Beyond and connected up with the moral accounting lay the in-credibly concrete vision of “the revolution around the corner” most Communists carried within themselves during the Thirties and Forties. Selma Gardinsky describes how when she first joined the Party in New York, the leader of her branch took her for a walk one day around New York’s Central Park. “Do you see those fancy, beautiful houses?” he demanded, waving his hand in the direction of Central Park West. “Workers built them with their blood and bones,” he railed, “but do workers live in them? No!” But, the branch organizer assured Selma, the revolution would correct all this. “When?” Selma asked. “In ten years,” the organizer replied calmly. Years later, Selma adds, she met this same organizer in Washington at a demonstration to save the Rosenbergs. “It’s been a long ten years,” Selma said.

Blossom Sheed tells a similar story about a well-known Left lawyer who in a court case during the Thirties said nonchalantly in court: “Everyone knows the revolution is around the corner.” During a recess someone from the Party said to the lawyer: That was an error We never say that.” The lawyer went back into court and said: “Ladies and gentlemen, I was in error this morning. I said the revolution was just around the corner. The revolution probably won’t come for another ten years.”

But he didn’t really believe that. He believed the revolution was around the corner. And most Communists did. The sense of political time was so urgent people could taste it in their mouths. Fascism abroad, the New Deal at home, socialism surging up all over the world, Edgar Snow coming back from China, announcing, “There, too!” Every twenty-four hours seemed to send the pulse of the world racing toward Marxist revolution.
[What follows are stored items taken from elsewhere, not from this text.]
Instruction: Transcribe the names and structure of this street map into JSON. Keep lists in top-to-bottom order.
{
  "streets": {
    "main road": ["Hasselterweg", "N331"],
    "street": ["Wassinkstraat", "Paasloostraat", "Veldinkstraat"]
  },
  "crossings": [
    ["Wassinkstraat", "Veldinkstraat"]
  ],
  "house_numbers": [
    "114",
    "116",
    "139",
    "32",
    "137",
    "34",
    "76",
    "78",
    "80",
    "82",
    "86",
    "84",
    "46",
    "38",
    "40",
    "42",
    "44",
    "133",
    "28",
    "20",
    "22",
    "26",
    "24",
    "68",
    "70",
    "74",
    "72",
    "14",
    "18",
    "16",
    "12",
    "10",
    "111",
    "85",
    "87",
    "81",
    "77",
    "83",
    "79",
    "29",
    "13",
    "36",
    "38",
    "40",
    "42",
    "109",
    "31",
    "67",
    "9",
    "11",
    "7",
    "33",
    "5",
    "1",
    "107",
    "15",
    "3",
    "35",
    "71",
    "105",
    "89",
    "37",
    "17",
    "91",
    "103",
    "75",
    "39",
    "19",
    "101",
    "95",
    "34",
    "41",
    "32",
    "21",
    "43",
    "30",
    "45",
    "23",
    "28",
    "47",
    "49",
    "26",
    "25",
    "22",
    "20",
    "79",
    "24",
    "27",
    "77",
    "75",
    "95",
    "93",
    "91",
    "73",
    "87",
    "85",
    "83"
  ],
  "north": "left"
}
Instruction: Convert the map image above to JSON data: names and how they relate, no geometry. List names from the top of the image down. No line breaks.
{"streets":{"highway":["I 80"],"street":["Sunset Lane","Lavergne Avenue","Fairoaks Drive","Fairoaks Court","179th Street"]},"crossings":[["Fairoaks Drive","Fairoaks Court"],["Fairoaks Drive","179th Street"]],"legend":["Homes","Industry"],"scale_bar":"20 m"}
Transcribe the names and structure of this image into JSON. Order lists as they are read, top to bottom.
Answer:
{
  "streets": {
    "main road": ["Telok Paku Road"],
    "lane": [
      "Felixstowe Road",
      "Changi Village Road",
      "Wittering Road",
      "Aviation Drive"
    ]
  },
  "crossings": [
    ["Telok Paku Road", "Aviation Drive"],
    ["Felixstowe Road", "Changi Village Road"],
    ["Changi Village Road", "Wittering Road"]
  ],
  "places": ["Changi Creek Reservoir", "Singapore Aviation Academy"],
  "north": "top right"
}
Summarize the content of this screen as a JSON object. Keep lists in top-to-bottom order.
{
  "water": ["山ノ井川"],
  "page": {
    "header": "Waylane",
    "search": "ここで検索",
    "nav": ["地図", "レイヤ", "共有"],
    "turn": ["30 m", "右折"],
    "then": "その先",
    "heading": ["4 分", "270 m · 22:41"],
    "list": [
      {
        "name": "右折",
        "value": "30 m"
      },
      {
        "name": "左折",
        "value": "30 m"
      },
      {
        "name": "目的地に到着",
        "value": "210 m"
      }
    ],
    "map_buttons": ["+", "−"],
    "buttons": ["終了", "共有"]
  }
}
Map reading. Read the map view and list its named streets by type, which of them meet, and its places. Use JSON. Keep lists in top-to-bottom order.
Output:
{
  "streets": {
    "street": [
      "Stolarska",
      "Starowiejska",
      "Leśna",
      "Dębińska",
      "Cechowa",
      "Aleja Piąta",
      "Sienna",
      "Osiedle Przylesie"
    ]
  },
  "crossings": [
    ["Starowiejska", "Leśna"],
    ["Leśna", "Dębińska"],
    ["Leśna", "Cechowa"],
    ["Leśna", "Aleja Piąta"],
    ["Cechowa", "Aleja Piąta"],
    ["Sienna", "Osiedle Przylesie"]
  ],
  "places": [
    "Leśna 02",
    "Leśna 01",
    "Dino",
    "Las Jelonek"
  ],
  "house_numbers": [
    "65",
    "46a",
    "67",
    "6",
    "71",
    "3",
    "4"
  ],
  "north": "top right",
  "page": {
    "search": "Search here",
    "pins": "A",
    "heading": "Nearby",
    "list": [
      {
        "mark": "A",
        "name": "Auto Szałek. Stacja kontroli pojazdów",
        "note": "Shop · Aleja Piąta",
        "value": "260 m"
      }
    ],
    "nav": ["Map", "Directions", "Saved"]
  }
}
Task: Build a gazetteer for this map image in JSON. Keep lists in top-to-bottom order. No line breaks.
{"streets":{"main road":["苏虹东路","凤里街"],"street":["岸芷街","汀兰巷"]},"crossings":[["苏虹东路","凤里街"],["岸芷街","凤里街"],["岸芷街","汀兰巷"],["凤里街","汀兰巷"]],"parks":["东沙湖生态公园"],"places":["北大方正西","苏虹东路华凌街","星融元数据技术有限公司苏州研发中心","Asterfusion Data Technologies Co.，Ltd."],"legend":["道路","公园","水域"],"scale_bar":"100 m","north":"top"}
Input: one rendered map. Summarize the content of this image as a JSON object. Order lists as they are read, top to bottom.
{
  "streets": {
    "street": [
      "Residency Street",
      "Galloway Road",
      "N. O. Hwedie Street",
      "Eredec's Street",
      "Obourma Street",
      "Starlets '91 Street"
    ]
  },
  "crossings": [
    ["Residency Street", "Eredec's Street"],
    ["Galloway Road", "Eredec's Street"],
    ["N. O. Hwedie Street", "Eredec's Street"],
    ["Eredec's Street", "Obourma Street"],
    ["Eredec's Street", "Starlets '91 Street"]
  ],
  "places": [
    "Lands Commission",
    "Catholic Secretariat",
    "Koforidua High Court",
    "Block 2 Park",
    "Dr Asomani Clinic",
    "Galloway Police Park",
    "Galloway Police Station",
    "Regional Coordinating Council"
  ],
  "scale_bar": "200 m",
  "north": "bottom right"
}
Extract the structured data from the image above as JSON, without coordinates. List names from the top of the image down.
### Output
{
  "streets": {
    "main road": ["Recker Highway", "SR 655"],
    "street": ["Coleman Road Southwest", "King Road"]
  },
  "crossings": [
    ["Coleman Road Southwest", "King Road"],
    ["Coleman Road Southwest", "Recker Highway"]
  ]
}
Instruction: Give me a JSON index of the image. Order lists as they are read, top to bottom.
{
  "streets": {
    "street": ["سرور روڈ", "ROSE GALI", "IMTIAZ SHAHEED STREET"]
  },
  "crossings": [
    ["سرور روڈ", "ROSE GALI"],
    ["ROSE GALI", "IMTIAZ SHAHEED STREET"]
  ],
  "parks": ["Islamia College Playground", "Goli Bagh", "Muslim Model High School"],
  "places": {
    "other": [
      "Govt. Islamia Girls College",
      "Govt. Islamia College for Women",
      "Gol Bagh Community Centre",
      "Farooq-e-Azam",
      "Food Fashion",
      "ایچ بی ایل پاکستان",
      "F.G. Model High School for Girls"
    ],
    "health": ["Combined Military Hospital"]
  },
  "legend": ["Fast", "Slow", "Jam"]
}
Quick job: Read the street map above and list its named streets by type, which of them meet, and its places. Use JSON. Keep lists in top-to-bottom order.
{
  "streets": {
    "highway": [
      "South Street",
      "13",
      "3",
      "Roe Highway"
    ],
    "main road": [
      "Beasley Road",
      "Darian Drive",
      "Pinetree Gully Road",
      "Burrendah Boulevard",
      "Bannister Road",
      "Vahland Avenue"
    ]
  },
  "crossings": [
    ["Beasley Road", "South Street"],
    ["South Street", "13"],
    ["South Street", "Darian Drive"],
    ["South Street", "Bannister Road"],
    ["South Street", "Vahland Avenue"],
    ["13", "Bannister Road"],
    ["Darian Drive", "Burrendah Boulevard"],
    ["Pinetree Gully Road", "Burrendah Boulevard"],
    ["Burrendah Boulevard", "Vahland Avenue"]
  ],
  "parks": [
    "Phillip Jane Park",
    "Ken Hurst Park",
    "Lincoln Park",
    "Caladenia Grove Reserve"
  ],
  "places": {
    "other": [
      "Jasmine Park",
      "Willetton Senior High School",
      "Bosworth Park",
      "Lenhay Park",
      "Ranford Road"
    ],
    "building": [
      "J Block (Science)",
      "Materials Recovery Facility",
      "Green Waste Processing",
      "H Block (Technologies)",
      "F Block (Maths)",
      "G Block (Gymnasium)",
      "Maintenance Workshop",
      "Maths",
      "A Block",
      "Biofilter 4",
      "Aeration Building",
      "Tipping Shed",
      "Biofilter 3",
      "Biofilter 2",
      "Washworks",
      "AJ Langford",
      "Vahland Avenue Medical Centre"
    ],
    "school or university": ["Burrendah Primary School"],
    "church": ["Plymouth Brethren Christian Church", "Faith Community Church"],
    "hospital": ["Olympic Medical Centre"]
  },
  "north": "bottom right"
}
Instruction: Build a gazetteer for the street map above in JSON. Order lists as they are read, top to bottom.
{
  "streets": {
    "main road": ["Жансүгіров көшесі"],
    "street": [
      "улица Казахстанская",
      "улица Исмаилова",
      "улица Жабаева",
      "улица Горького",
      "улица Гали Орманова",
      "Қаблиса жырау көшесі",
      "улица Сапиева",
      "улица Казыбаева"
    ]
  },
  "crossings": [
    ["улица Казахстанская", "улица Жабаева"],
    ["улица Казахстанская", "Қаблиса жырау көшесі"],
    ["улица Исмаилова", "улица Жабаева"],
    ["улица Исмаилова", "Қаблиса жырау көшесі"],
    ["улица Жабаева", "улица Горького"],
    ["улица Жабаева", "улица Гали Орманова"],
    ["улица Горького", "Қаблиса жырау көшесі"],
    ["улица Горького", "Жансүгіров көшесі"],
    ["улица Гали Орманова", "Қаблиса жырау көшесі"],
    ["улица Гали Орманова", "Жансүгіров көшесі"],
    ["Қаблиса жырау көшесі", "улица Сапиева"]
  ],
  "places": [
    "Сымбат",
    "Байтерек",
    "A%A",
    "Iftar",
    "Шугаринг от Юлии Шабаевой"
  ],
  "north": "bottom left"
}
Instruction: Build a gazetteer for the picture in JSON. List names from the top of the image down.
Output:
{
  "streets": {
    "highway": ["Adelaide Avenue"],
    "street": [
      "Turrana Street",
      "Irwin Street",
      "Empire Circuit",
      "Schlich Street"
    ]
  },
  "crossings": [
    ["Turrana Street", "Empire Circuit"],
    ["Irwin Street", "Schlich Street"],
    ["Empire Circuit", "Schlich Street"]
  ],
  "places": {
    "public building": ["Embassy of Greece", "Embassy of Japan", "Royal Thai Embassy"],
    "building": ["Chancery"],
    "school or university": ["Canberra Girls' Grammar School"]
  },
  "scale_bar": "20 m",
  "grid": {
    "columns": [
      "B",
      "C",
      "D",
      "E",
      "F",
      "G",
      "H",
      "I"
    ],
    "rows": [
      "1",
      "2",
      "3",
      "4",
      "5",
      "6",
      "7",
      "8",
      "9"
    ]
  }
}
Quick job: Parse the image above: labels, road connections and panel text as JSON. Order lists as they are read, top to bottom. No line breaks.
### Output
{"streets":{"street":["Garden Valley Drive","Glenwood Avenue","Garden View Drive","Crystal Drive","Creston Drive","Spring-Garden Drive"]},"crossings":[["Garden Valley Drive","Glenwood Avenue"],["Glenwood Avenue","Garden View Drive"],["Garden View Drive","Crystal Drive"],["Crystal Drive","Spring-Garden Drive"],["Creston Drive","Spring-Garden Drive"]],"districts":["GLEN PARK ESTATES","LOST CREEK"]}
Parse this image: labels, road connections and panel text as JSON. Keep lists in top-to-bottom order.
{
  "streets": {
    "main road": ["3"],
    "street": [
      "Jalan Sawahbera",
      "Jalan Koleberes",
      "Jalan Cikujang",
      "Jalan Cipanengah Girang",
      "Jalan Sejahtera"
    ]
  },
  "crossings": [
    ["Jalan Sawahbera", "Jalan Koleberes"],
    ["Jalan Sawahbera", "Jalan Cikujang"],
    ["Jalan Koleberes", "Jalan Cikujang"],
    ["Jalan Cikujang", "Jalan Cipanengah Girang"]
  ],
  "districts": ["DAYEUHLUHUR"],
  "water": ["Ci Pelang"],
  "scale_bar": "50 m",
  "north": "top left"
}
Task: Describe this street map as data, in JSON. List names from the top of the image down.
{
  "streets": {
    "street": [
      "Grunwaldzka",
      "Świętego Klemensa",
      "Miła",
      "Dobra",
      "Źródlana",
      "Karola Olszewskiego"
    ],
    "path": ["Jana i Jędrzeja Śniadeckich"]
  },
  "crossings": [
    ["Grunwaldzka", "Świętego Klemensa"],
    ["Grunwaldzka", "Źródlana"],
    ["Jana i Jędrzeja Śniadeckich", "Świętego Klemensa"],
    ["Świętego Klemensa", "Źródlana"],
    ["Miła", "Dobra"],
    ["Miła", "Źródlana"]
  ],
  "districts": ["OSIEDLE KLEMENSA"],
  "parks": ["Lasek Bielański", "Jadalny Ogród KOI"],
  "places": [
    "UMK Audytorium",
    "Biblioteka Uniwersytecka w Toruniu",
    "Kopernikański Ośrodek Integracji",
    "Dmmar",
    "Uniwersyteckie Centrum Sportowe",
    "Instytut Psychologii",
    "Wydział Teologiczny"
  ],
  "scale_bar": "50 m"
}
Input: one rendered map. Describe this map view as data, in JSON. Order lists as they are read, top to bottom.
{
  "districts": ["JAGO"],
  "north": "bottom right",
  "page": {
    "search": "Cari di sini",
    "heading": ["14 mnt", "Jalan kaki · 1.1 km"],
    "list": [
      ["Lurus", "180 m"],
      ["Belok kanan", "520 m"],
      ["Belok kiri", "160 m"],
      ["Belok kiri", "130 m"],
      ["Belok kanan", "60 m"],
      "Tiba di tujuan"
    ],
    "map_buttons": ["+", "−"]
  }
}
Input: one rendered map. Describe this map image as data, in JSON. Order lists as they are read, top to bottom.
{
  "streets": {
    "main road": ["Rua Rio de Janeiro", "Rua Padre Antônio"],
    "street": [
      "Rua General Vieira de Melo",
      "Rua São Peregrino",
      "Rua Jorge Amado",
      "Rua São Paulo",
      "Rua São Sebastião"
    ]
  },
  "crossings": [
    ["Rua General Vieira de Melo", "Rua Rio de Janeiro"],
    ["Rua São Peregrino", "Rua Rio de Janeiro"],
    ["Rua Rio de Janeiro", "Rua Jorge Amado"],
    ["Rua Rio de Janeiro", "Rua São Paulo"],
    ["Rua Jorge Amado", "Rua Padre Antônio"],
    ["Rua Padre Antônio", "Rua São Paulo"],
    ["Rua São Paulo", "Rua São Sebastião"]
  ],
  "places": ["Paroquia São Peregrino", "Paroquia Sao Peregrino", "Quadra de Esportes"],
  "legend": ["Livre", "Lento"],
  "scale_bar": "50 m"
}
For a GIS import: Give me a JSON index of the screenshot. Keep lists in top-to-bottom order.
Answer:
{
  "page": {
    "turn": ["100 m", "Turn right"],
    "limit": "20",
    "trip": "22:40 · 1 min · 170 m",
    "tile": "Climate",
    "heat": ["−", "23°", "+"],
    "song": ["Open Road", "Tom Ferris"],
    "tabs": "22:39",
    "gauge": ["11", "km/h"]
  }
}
The worse things got in Europe, the better it seemed for imminent socialist explosion. . . .

And the wholeness of the CP world was so complete, so deeply felt, that it was impossible not to believe it capable of making the revolution not in some unforeseeable future but right now, today, tomorrow, certainly within one’s own lifetime. That wholeness: its depth, its dimension, its utter circularity are almost impossible to describe. Very nearly, one had to have lived through it to understand its holding powers.



  1. The sectarian/cultlike milieu can exist of course in religion, but as you have chronicled, in politics such as in the Healyites and Sparts in the Trotskyist arena and several Maoist groups, and, off the charts, the LaRouchites. Finally, we have had the psychotherapeutic cults such as the Upper West Side Sullivanians, and in the “therapeutic communities” for drug addiction spun off from the Synanon program which devolved into a cult. They all share an insular bubble-like existence, strict dogma, often millenial expectations (cargo cult Marxists) – was that you Louis who made that one up? Often a prophetic maximum leader as Jim Jones, Jim Robertson, Gerry Healy, Chuck Dederich of Synanon. LaRouche, Lubavitcher Rebbe, Bob Avakian (the world is a shakin’ , learn from Bob Avakian!) Selling the party rag is one of the crosses to bear when belonging to the CP, SWP, Sparts, and Vivian Gornick is a colorful chronicler of this life; was going to recommend her earlier books but the neurons are not firing.

    Comment by Peter Myers — October 27, 2015 @ 9:52 pm

  2. Clive James claimed that Trotsky appealed to “aesthetically minded progressives who wished to persuade themselves that there could be a vegetarian version of communism.”

    (As if there were a vegetarian version of capitalism.)

    Comment by Watson — October 27, 2015 @ 10:33 pm

  3. I dunno, this seems like a neo-con caricature of warm and fuzzy liberals apologizing for “the communists”. I knew Commentary and the like would have had a field day with it and they did, something Irving Howe in his own NYRB review seemed to see being set-up (it’s behind a pay wall).